10 Helpful Classroom Tips for Substitute Teachers

Substitute teachers must be able to complete a classroom assignment with little notification and often, with little preparation. It helps to be highly flexible, adaptable, patient, and of course, organized, but it can also be helpful to have few tips and tricks available ahead of time. Here are ten tips to add to your substitute teacher toolkit:

Carry a Blank Seating Chart. A roll sheet or seating chart might be available in the classroom, but often, it’s not. Creating a seating chart at the beginning of class will help you throughout the day with classroom management and aid in successful rapport with the students as students will respond better to teachers who call them by name.

You’ll find a printable blank seating chart at http://www.montville.net/hilldale/Hilldale_LMC/templates/Seating.dot or http://office.microsoft.com/en-us/templates/TC012197821033.aspx

Know Where to Find Lesson Plans. In an emergency situation, a lesson plan from the teacher may not be available in the classroom. Some states require teachers to keep an emergency lesson plan on file in the office, always check there first. Next, check with fellow same-grade teachers to see if they have worksheets or activities for you to “borrow” for the day.

If the first two options do not pan out, look to the web for age/grade appropriate lesson plans. You’ll find great ideas at http://www.lessonplanspage.com/ or http://www.lessonplanz.com/ Search for other website ahead of time, jot them down and keep with you on substitute teaching assignments.

Be Aware of Your State Ethics Codes. If you haven’t been provided a copy of your state education ethics codes, check with the school’s main office or the district office to obtain a copy. As a substitute teacher, you must be extra-cautious about adhering to not only the school’s policies, but the state’s, as well.

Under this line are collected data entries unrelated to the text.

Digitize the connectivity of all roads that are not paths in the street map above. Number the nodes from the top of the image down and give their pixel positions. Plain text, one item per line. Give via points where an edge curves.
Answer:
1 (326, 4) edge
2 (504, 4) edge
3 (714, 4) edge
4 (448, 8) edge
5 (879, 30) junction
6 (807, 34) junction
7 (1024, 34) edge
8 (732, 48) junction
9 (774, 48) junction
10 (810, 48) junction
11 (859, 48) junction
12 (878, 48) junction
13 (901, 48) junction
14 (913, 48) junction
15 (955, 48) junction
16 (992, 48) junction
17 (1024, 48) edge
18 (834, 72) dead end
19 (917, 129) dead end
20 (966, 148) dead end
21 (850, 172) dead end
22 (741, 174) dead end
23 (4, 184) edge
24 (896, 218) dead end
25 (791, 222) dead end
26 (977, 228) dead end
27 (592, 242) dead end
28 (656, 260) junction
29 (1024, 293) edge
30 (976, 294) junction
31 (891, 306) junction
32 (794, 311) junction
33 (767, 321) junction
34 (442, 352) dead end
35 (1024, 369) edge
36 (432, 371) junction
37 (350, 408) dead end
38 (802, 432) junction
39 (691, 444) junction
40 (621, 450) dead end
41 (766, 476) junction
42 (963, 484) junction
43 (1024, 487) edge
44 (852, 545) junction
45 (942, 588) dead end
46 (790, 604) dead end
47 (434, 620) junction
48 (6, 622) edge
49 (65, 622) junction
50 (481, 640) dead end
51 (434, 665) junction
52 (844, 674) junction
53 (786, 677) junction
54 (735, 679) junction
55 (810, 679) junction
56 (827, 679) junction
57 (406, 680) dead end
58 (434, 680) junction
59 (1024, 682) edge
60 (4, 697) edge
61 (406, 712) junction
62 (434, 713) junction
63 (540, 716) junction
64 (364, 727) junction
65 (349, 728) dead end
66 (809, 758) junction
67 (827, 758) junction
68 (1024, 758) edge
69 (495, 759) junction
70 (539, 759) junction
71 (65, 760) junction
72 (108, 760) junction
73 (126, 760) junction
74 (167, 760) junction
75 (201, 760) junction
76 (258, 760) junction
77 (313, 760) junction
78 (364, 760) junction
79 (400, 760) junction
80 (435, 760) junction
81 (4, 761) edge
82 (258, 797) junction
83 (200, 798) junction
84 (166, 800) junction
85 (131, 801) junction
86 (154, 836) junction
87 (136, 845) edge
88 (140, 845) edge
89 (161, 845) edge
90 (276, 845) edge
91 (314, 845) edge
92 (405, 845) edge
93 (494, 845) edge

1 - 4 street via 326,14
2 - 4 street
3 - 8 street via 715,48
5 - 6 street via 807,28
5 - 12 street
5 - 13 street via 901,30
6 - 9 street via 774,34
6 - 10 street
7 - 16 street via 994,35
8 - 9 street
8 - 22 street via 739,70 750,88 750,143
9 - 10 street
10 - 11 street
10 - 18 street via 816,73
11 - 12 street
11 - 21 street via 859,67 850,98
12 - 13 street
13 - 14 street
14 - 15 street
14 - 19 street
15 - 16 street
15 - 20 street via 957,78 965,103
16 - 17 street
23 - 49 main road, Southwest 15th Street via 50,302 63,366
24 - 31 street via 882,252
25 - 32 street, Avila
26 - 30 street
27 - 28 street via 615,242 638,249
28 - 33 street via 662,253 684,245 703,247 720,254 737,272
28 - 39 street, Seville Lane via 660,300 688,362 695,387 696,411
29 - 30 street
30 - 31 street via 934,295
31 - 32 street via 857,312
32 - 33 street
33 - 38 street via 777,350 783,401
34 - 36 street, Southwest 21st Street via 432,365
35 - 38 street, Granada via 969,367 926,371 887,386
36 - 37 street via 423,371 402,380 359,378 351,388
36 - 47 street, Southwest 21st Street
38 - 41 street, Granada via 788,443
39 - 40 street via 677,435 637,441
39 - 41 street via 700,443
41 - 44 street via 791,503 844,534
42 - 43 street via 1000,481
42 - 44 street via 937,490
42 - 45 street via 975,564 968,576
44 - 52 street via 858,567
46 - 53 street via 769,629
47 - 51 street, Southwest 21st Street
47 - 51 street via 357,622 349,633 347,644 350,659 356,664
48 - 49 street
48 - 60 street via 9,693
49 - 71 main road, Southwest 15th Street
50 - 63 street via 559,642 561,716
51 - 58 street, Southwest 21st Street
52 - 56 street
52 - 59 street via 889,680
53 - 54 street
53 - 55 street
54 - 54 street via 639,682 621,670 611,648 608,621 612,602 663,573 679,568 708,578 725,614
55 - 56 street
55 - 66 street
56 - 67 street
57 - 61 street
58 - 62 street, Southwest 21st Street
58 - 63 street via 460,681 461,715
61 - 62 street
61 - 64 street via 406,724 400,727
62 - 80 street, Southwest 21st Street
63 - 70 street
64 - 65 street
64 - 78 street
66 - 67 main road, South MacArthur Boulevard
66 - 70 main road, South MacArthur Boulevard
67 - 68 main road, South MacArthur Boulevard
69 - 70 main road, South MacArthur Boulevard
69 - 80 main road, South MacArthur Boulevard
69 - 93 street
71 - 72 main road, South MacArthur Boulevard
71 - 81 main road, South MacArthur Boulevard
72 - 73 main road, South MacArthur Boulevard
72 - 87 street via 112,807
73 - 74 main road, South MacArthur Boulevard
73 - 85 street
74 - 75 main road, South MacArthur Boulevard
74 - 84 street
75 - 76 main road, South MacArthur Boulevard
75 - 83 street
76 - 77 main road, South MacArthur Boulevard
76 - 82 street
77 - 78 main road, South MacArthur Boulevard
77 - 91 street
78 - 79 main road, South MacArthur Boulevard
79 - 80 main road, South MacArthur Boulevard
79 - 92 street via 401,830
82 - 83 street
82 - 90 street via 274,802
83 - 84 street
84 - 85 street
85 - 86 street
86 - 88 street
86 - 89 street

Stay Where You are Assigned. It might seem like a fun idea to take the children outside for a quick nature walk or to the library to fill up study time, but the school may have policies you are violating and you could put the children at risk. Also, other classes may be scheduled for use of the library and you might be infringing on their time slot. If the lesson plan left by the teacher does not call for an outside walk, computer lab or library visit, then stay in the classroom.

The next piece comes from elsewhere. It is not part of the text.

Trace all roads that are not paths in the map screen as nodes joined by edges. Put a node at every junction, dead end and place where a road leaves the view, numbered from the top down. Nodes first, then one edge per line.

Keep to Your Assigned Times. Follow the lesson plan and assigned times for the day. Do not keep students outside past their assigned recess time to fill up the day or take them to lunch early or late. The staff at the school will not appreciate your deviation from schedule and you may interfere with another classroom’s schedule.

Stay With the Lesson Plan. If the regular classroom teacher has left a comprehensive lesson plan for the day and the class finishes early, do not skip ahead to the next set of material. Take the additional time to review what has been learned or come up with a creative way to utilize the information in the lesson plan, such as an impromptu debate, question and answer session, or a discussion on a related topic. Also, use your lesson plan websites to find puzzles or coloring sheets (for younger children) that reinforce the concepts you taught for the day.

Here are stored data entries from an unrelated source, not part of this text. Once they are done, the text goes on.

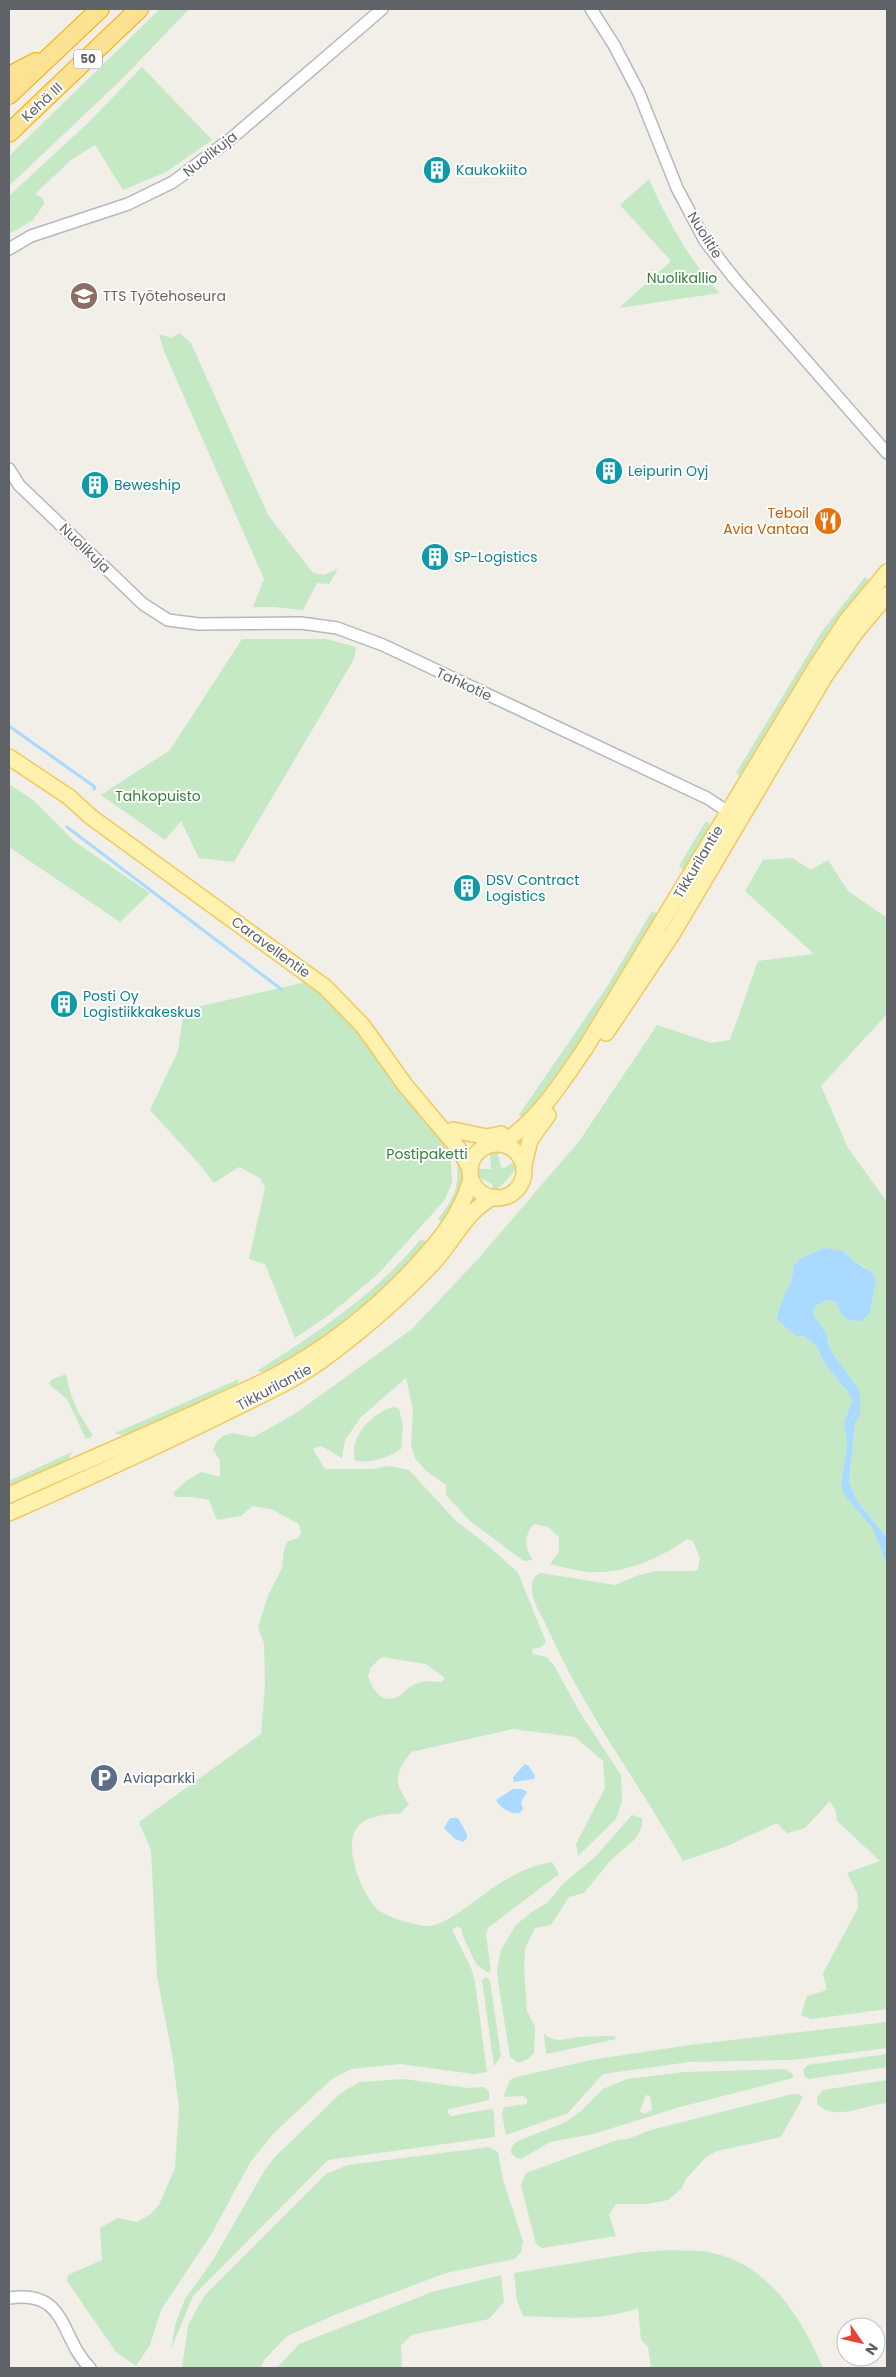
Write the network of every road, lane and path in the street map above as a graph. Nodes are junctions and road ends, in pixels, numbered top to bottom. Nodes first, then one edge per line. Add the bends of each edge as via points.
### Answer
1 (100, 9) edge
2 (139, 9) edge
3 (382, 9) edge
4 (591, 9) edge
5 (54, 53) junction
6 (9, 76) edge
7 (9, 95) edge
8 (35, 109) junction
9 (9, 133) edge
10 (9, 142) edge
11 (9, 248) edge
12 (887, 453) edge
13 (9, 469) edge
14 (887, 572) edge
15 (887, 595) edge
16 (168, 620) joint
17 (9, 756) edge
18 (9, 769) edge
19 (735, 816) junction
20 (91, 817) junction
21 (422, 1107) junction
22 (530, 1122) junction
23 (453, 1130) junction
24 (494, 1145) junction
25 (524, 1165) junction
26 (471, 1173) junction
27 (494, 1197) junction
28 (9, 1495) edge
29 (9, 1513) edge
30 (9, 2298) edge
31 (90, 2368) edge

1 - 5 highway, Kehä III / 50
2 - 8 highway, Kehä III / 50
3 - 11 street, Nuolikuja via 233,137 173,182 128,204 31,236
4 - 12 street, Nuolitie via 639,93 677,188 705,240 734,278
5 - 6 highway
5 - 7 highway, Kehä III / 50
8 - 9 highway, Kehä III / 50
8 - 10 highway
13 - 16 street, Nuolikuja via 19,485 143,604
14 - 19 main road, Tikkurilantie via 842,628
15 - 19 main road, Tikkurilantie via 825,676
16 - 19 street, Tahkotie via 199,624 301,624 337,628 400,654 707,798
17 - 20 main road, Caravellentie via 69,797
18 - 20 main road, Caravellentie
19 - 22 main road, Tikkurilantie via 586,1047
19 - 25 main road, Tikkurilantie via 645,976 530,1140
20 - 21 main road, Caravellentie via 325,987 363,1026
21 - 23 main road, Caravellentie
21 - 26 main road, Caravellentie via 458,1148
22 - 23 main road via 487,1137
22 - 24 main road, Tikkurilantie
23 - 24 main road, Caravellentie via 473,1143
24 - 25 main road via 516,1151
24 - 26 main road via 474,1156
25 - 27 main road via 523,1179 518,1187 510,1194
26 - 27 main road via 481,1192
26 - 28 main road, Tikkurilantie via 466,1198 452,1224 435,1245 394,1290 320,1349 281,1372
27 - 29 main road, Tikkurilantie via 481,1203 435,1261 400,1297 323,1360 256,1398
30 - 31 street via 26,2296 51,2306 61,2316 71,2344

Respect The Classroom. Remember the classroom teacher you are subbing for has spent time, effort, and often their own money setting up the classroom and supplies. You may prefer a different arrangement of furniture or want to find a way to utilize the cool fluorescent paints you found in the desk drawer, but you may not be invited back to substitute teach again, if you do.

Rearranging furniture is acceptable if the assignment calls for a different structure, but be certain to have the furniture back in its original space by the end of the day.

Keep a Few Simple Rules for the Classroom. If you begin the day with a few simple rules for the students to follow and reinforce them throughout the day, you’ll have greater success at maintaining effective classroom management.

Scholastic has put together a classroom checklist that contains a helpful section on classroom rules: http://teacher.scholastic.com/professional/backtoschool/classmanagement.htm

Learn How To Break The Ice. If the day isn’t starting out well or you find yourself in a classroom full of unenthusiastic students, it may help to break the tension with an ice-breaker. Interject a fun activity or a few minutes of “getting to know you” time.

You’ll find a good list of ice-breaker ideas here http://www.education-world.com/a_lesson/lesson/lesson346.shtml

Keep Track of the Days You Teach. Start a spreadsheet or make notes on your pocket-book calendar of all the dates, times, classroom number, and teachers you substituted for. It’s also helpful for you to make note of any important things you might want to remember about the particular assignment for future reference. This way you will have a good record to match your payroll to in case you find a mistake in your paycheck, and you will have a great tool to help refresh your memory and help you prepare for future assignments should you get re-called to teach in the same classroom.